Queensland is also home to 72% of Australia’s native bird species, 85% of its native mammals and just over 50% of the country’s native reptiles and frogs.

We provide a list of the birds to our guests and encourage them to record sittings and new identifications.  We then record that data and update our lists on a regular basis.
We have take on board a lot of suggestions from birdo’s, and have just started to record the names of the people that identify a new species, for reference to other  birdo’s.
We have an online gallery of the identified species on our website for tourists to use as a reference, and we have a large collection of bird books here at the camp grounds that the tourist can use too. 

 Birds are our early warning system for threats to nature and to the ecology that supports our forests, farms, and fisheries. And there is no doubt that birds are more vulnerable than ever. They urgently need our help to survive.
Encouraging Birds
Water- We provided watering points that cover the 180acres of this property as well as our addition area.  We have increased the size of our dam here on the camp ground to 5 3 times it size, with the aim to increase in larger in the years to come.
Flourishing habitat – We have planted 100’s of native trees and flowering scrubs to our camp ground.  We have battled with a 10 year drought were our dam was dry for 3 years, and we lost 50% of our trees but we continue to replace and increase the number of planting thought out the camp ground.  We still cart water to a high percentage of these trees and encourage our camper to water them with their grey water too

Protection from predators – We have trapped hundreds of cats on the grounds over the last 15 years.  There was no bird life to speak of prior to this and we have now had over 70 species identified on and around the campground.
3 Goals

  1. To increase the number of birds and a wider species to the grounds

  2. Educate tourist about the bird species native to the area

  3. Educate tourist about the damage that uncontrolled cats do to bird population

  4. Educate tourist about species that are not native to the area such as Indian Minors

  5. Eradicate the feral cat population.

  6. Expend on the untapped tourism potential based around bird watching pin this region

  7. Continue to identify more species in the area.
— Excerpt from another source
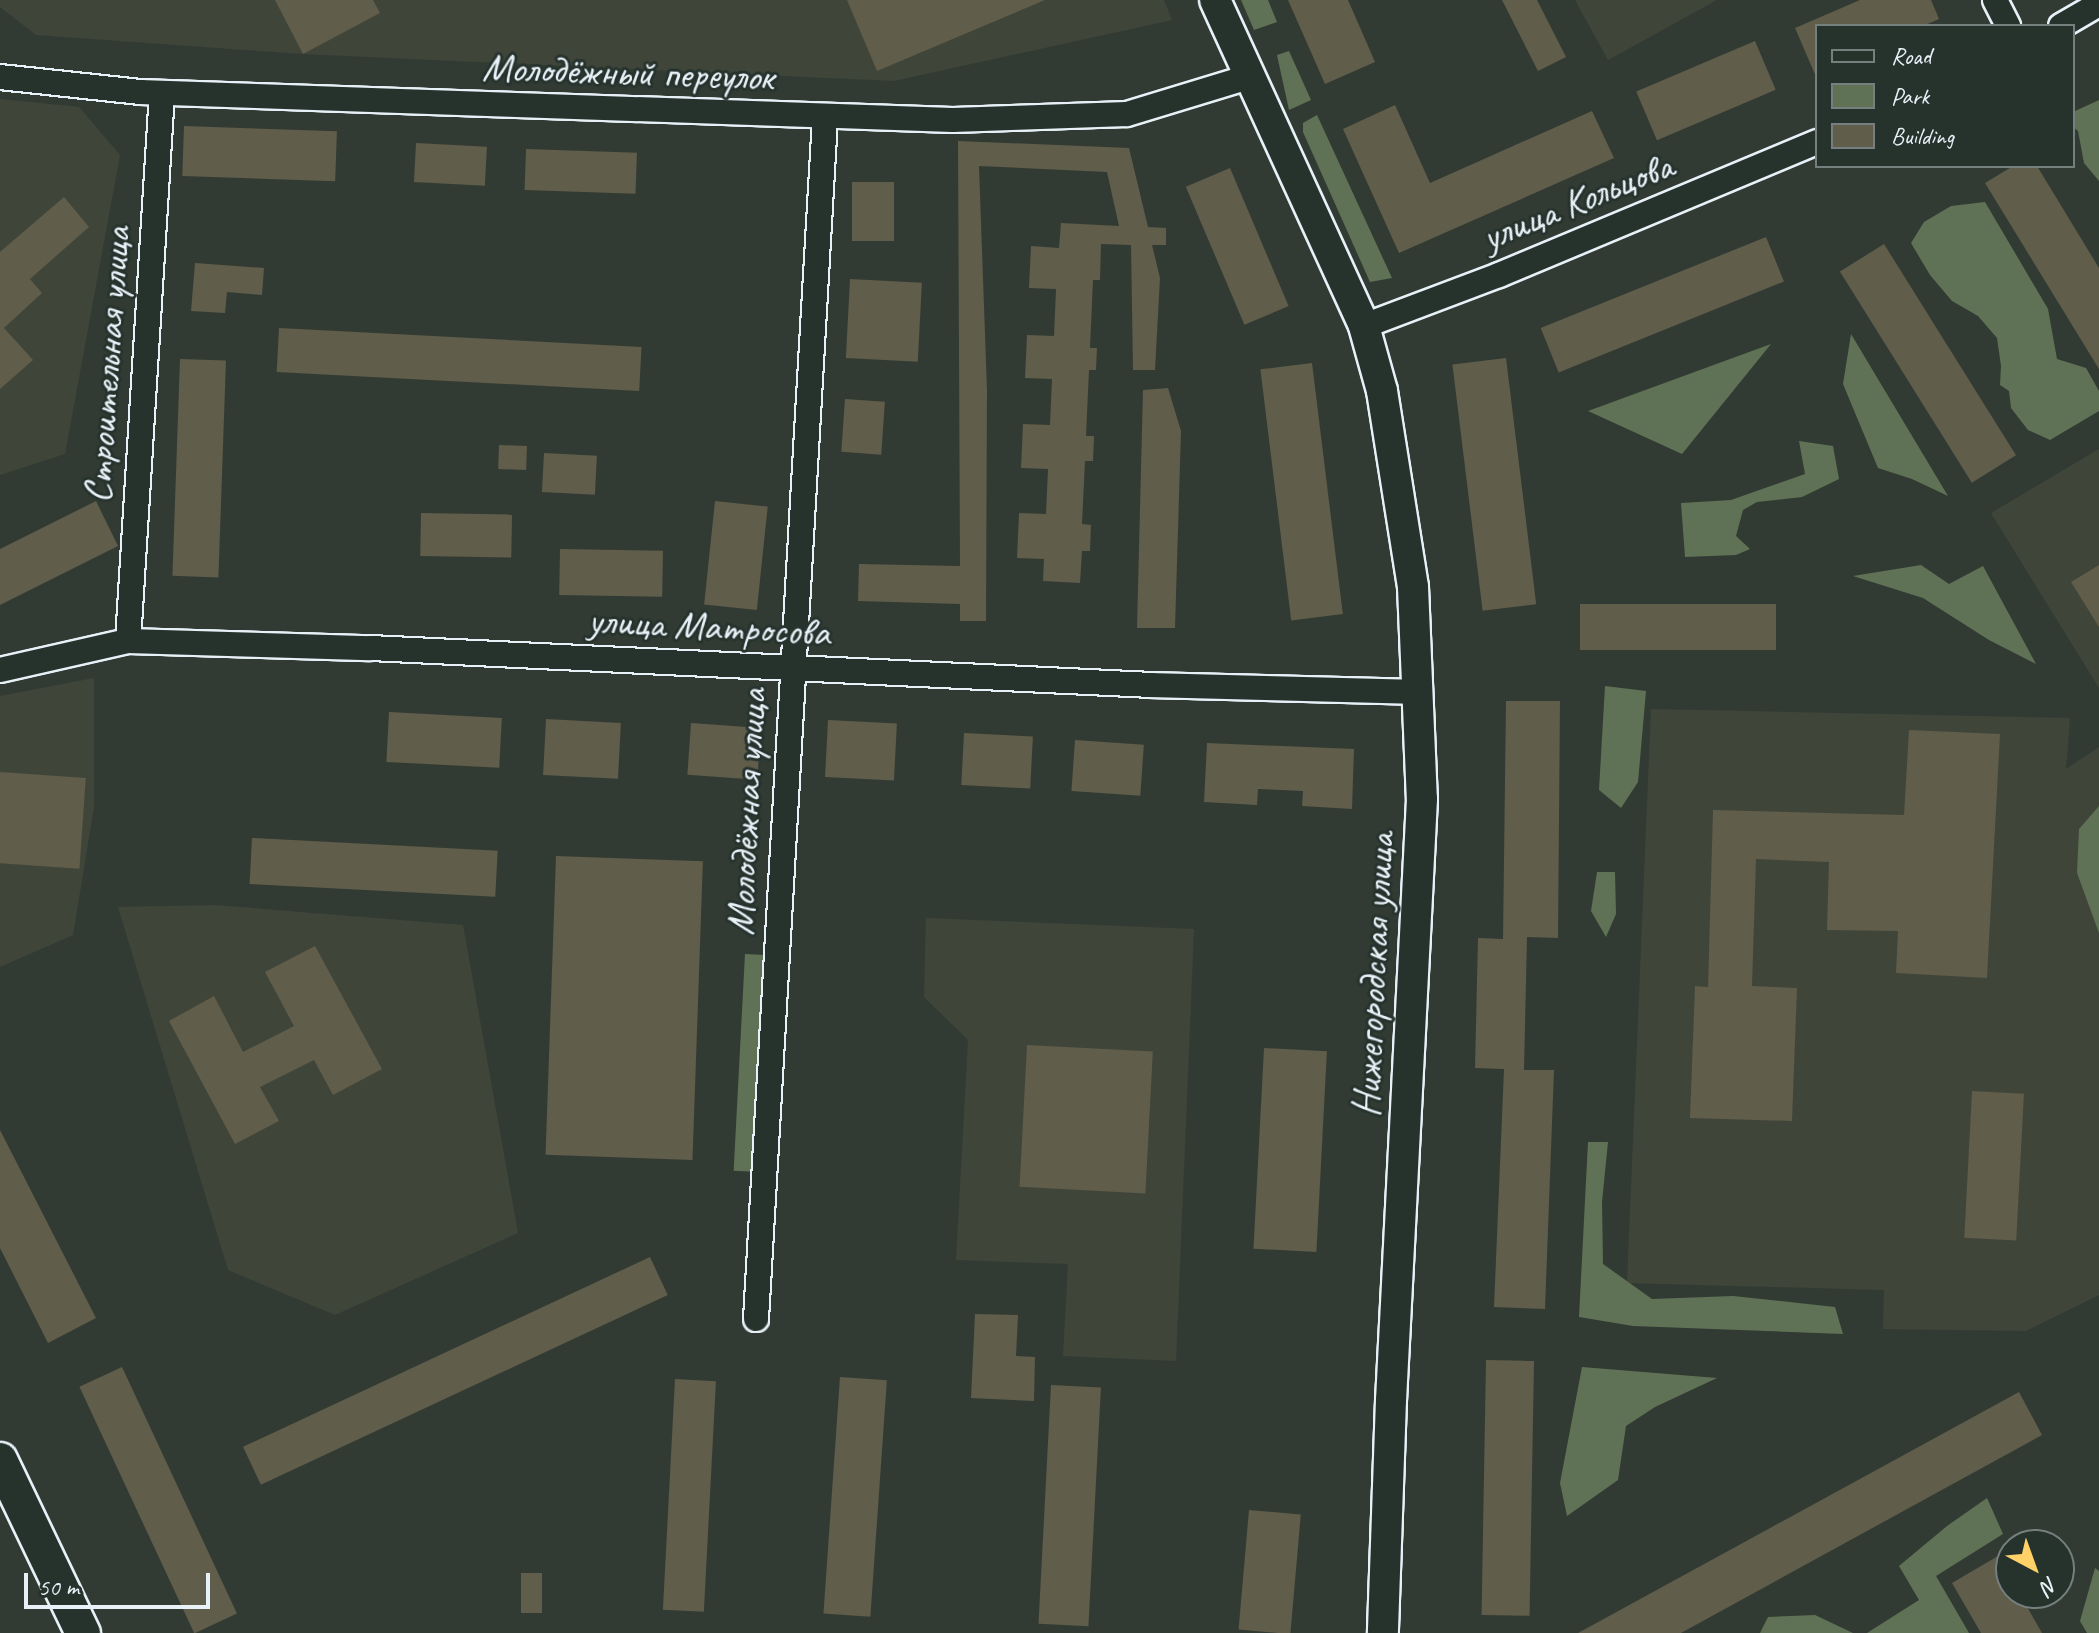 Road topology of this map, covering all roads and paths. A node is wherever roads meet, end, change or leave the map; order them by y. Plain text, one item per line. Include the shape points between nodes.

This year will see the first of our bird hides go in around the outer paddocks of the bush camp and in around the dam.

We have both a flock of Major Mitchells and babblers that nest in behind the dam which are always of particular interest to bird watches. We have seen them spend hours tying to get a photo of the Major Mitchells and learn to Liston for their calls.
Fairy wren fly in and out of the gardens and building singing too and entertaining campers.